What I tell my clients these days is that from the time an order gets processed to the time we are ingesting calls and become operational is 30 days. From that 30 days, we are actually ingesting calls and every day we are getting smarter.

Easily, in the first week of operation, we have our first set of data, which to me is a bunch of hypotheses or hints of what is going on. By the time we get to another 30 days into it, I can start showing some real results. Certainly, in the first 90 days, everybody should be very strong in terms of operations.

The only caveat I have here is you have to have someone who understands analytics. Because when you train somebody from the very beginning that says this is analytics, am I going too fast for anybody, as opposed to somebody that has been doing analytics for five years, even if it is a different brand, I am not trying to catch them up to what is all about.

So, assuming you have the right partner and maybe you can get some professional services from the outside or you have some experience inside, if you’re going to be developing your own resources from zero, it takes longer. If you’re going to be using somebody who has some professional services to guide you along, you can literally be seeing results 30, 60, 90 days progressively.

Brian LaRoche:

So, Steve’s results when he deployed CallMiner, we were amazed at how quickly they were able to see real significant results. I will say because Steve’s organisation had background and experience with another program when we introduced ours, they were able to really take off and hit the ground running and were seeing results in a very short order. I will say statistically if you’re starting a program from scratch, Steve’s second estimate of 90 days…90 days to six months is typically where you will start to see significant results, your program starts to mature, your analyst or program owner is having a stronger sense of things.

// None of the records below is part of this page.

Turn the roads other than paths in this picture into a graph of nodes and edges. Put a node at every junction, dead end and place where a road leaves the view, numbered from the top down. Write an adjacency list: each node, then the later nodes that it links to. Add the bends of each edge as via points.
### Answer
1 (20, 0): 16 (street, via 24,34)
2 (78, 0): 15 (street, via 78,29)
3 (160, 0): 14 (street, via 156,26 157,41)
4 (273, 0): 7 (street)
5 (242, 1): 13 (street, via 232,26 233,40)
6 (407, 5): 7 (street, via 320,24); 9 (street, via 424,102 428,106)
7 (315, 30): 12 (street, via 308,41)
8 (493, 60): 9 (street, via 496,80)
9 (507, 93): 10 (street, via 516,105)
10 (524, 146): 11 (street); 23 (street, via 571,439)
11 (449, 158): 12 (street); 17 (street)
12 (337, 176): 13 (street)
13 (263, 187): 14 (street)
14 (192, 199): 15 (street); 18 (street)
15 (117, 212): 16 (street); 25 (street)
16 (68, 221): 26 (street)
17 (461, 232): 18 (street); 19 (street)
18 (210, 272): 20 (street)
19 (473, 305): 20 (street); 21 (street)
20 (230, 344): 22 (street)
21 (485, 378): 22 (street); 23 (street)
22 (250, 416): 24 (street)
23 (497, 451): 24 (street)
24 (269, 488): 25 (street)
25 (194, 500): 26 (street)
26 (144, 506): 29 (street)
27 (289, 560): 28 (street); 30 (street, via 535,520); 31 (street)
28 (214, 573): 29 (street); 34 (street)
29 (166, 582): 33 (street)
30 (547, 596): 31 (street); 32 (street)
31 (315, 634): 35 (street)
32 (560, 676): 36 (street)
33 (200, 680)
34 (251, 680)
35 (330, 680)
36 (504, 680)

3. What technology do you employ for text analytics?

Brian LaRoche:

Brian LaRoche

CallMiner’s technology is multichannel, so it’s the same platform for text that it would be for chat, or email, or even surveys. There aren’t any extra things you have to bolt on there. Other than adding the text analytics software licence. It’s all part of the same.

By the way, it’s the same reason why the technology enables journey analytics. You can map the customer’s interactions, multiple interactions whether it’s voice, call, a chat, an email or a combination thereof, because it’s all being analysed by the same platform.

Steve Ruszczyk:

I just want to add that there’s a concept I haven’t discussed today on interaction management front end. Because of our experience we actually have two market approaches.

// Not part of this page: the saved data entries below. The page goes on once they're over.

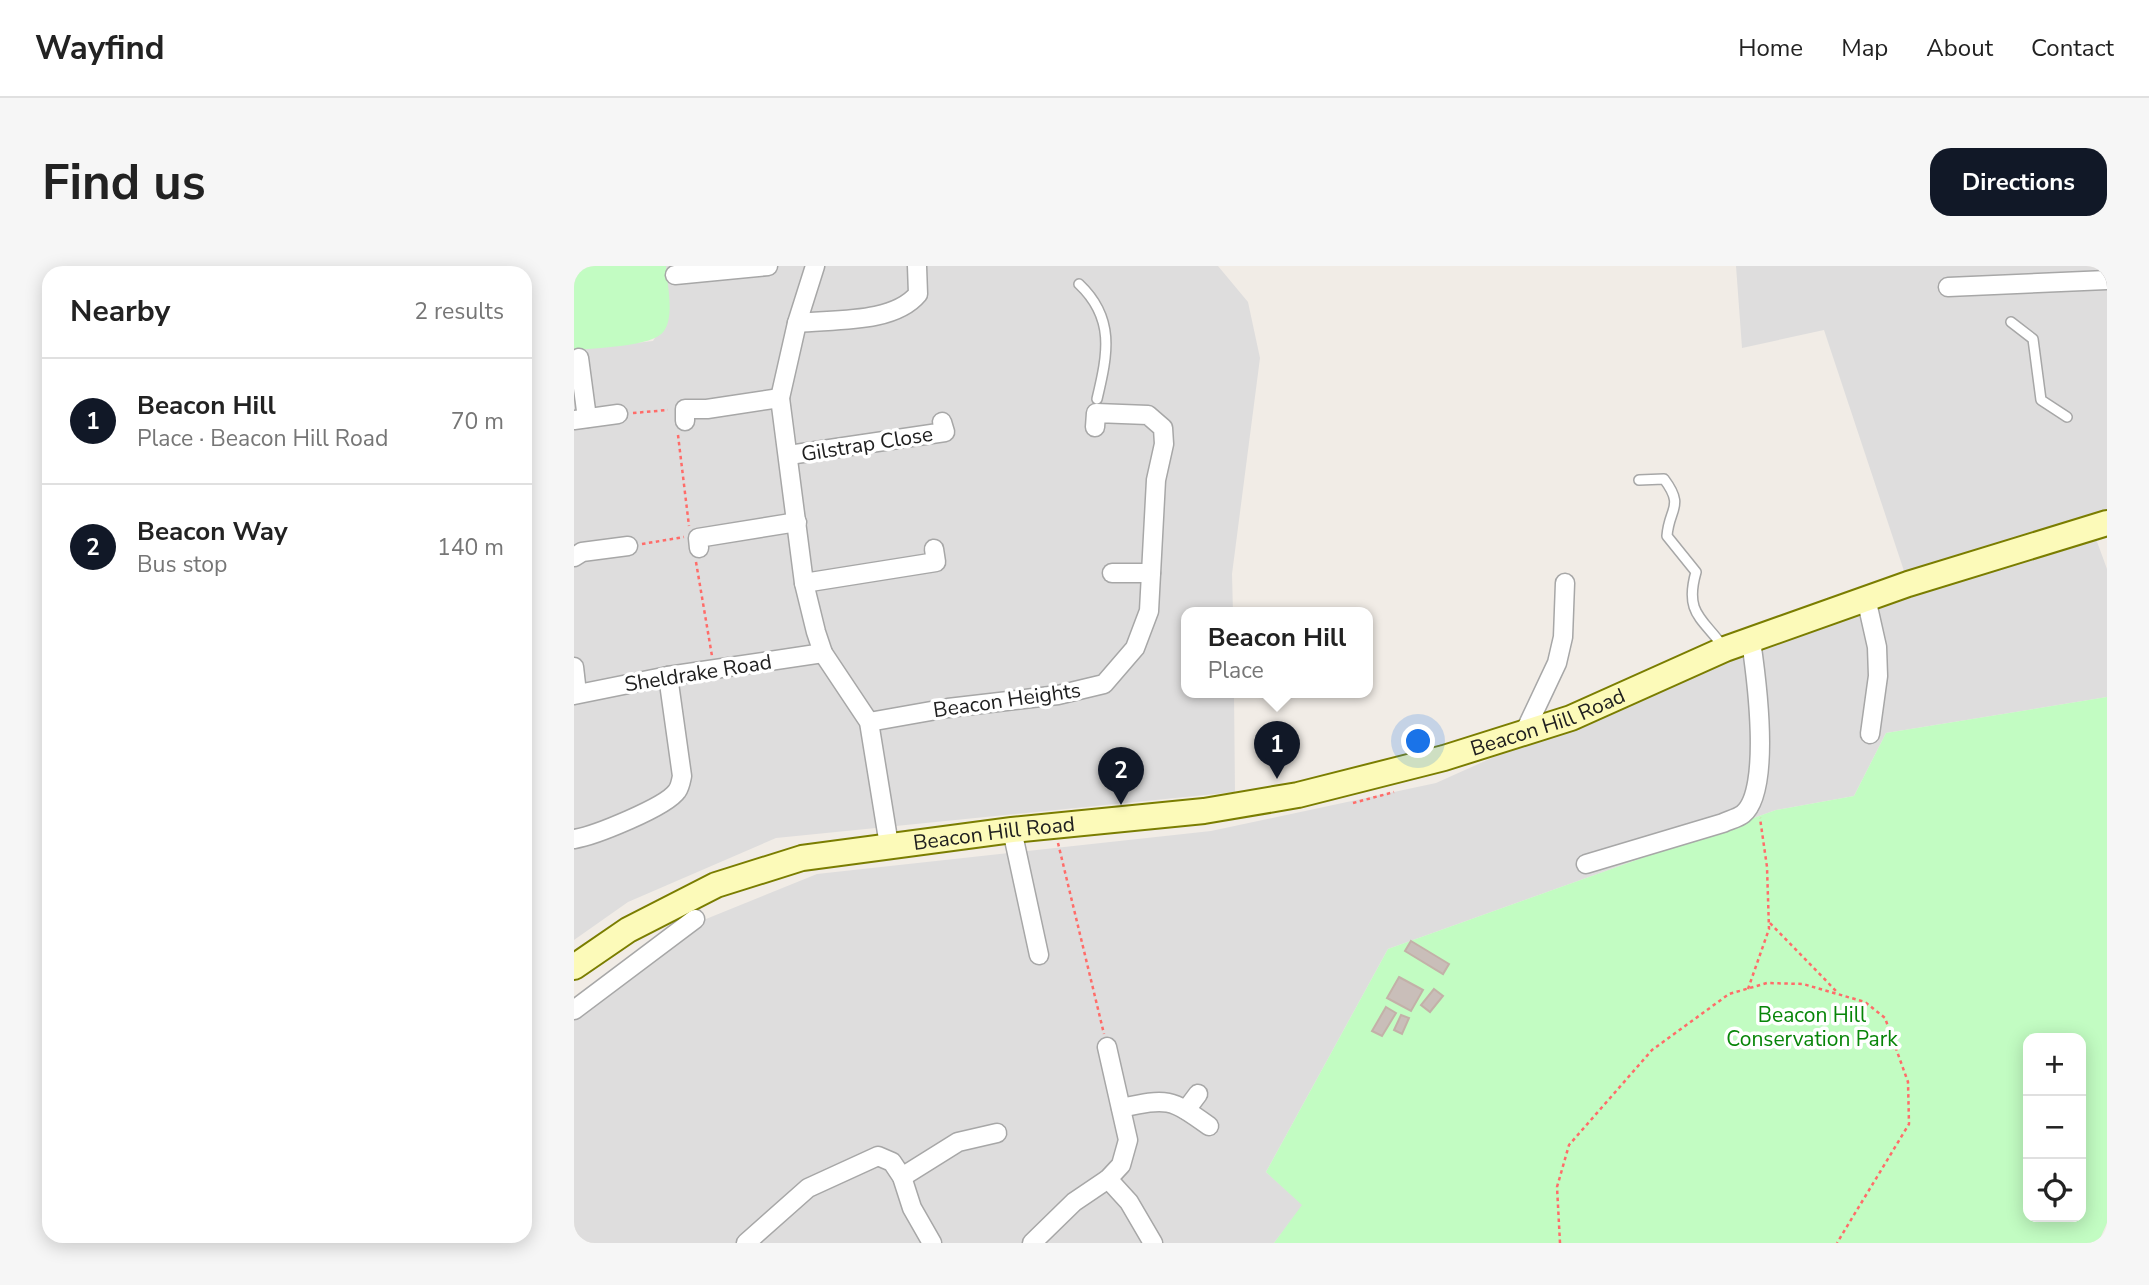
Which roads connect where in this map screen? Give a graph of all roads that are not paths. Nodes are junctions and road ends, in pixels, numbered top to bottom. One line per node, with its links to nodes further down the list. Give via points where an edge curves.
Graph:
1 (768, 266): 4 (street)
2 (815, 266): 10 (street)
3 (917, 266): 10 (street, via 918,294 908,306 880,314)
4 (675, 275)
5 (2061, 275): 6 (street); 8 (street)
6 (2107, 280)
7 (1079, 284): 13 (lane, via 1100,307 1105,325)
8 (1948, 286)
9 (2011, 322): 16 (lane, via 2033,340 2041,400)
10 (797, 323): 12 (street)
11 (579, 358): 17 (street)
12 (780, 398): 15 (street); 19 (street)
13 (1096, 413): 28 (street, Beacon Heights, via 1148,415 1163,428)
14 (618, 414): 17 (street)
15 (684, 415)
16 (2067, 417)
17 (580, 419)
18 (945, 432): 19 (street, Gilstrap Close)
19 (789, 455): 21 (street)
20 (1639, 480): 33 (lane, via 1664,479 1675,494 1676,509 1667,536 1696,572 1693,605 1701,622)
21 (797, 522): 23 (street); 29 (street)
22 (2107, 523): 31 (street, Beacon Hill Road)
23 (698, 537)
24 (616, 542): 25 (street)
25 (574, 557)
26 (936, 562): 29 (street)
27 (1112, 573): 28 (street)
28 (1151, 573): 38 (street, Beacon Heights, via 1149,611 1135,648 1104,684 1058,695)
29 (804, 583): 34 (street)
30 (1565, 583): 39 (street, via 1557,663)
31 (1866, 598): 32 (street, Beacon Hill Road); 40 (street, via 1878,676)
32 (1751, 641): 33 (street, Beacon Hill Road); 44 (street, via 1760,705 1756,790 1744,813)
33 (1725, 649): 39 (street, Beacon Hill Road, via 1572,718)
34 (823, 653): 36 (street, Sheldrake Road); 38 (street)
35 (574, 667): 37 (street)
36 (668, 676): 37 (street, Sheldrake Road); 42 (street, via 682,776 678,790 668,800 606,830)
37 (576, 694)
38 (869, 722): 43 (street)
39 (1524, 733): 41 (street, Beacon Hill Road, via 1432,762 1298,795 1204,811)
40 (1870, 734)
41 (1012, 830): 43 (street, Beacon Hill Road); 46 (street)
42 (574, 839)
43 (889, 845): 47 (street, Beacon Hill Road, via 802,858 716,885 628,930)
44 (1586, 864)
45 (695, 919): 48 (street)
46 (1039, 955)
47 (574, 967)
48 (574, 1010)
49 (1107, 1047): 51 (street)
50 (1198, 1094): 52 (street)
51 (1121, 1108): 52 (street, via 1159,1100); 56 (street, via 1128,1139 1121,1165)
52 (1186, 1111): 53 (street)
53 (1209, 1126)
54 (998, 1133): 55 (street, via 968,1131)
55 (902, 1177): 57 (street, via 892,1162 878,1156 808,1188); 58 (street, via 912,1208)
56 (1108, 1179): 59 (street, via 1074,1202); 60 (street, via 1129,1202)
57 (747, 1243)
58 (932, 1243)
59 (1032, 1243)
60 (1153, 1243)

A third of our company came from market research – surveys, customers, profiling customers, predicting the likelihood to buy, sell, keep, sell, churn, whatever the case may be. And then my side which came from the contact centre was about interactions themselves – calls, chat, emails, blog files, whatever the case may be. More of a near real-time-type thing.

In a sense, you can look at engagement analytics as an ingestion engine that takes unstructured data – the calls, the chats, the emails and so forth–  brings them in and does this cool thing about redacting PCI, and other stuff you don’t want in your data centre. Then, it normalises the calls, normalises the chat sessions, tags them, categorises them, gives you insights and scores.

There are applications that then use that for QA, complaint management, regulatory compliance, and on and on. In our environment, we also have predictive analytics that feeds different things like HR hiring tools, predictive analytics around churn, keep, buy, sell and so forth.

And then we have an enterprise feedback management system that does customised surveys based on the scoring of the call that we think just happened. There is no sense in giving somebody a nice, happy survey that says how was your call when we already know they were furious and are going to call the CEO. That just makes them even madder.

We customise things. Our predictive models are bringing in e-commerce data, CRM data, and billing data. I’m feeding that and then making bigger wider decisions in a larger scope like using their API to integrate and that is all cool stuff. We are using CallMiner as a near real-time engine to feed bigger downstream processes.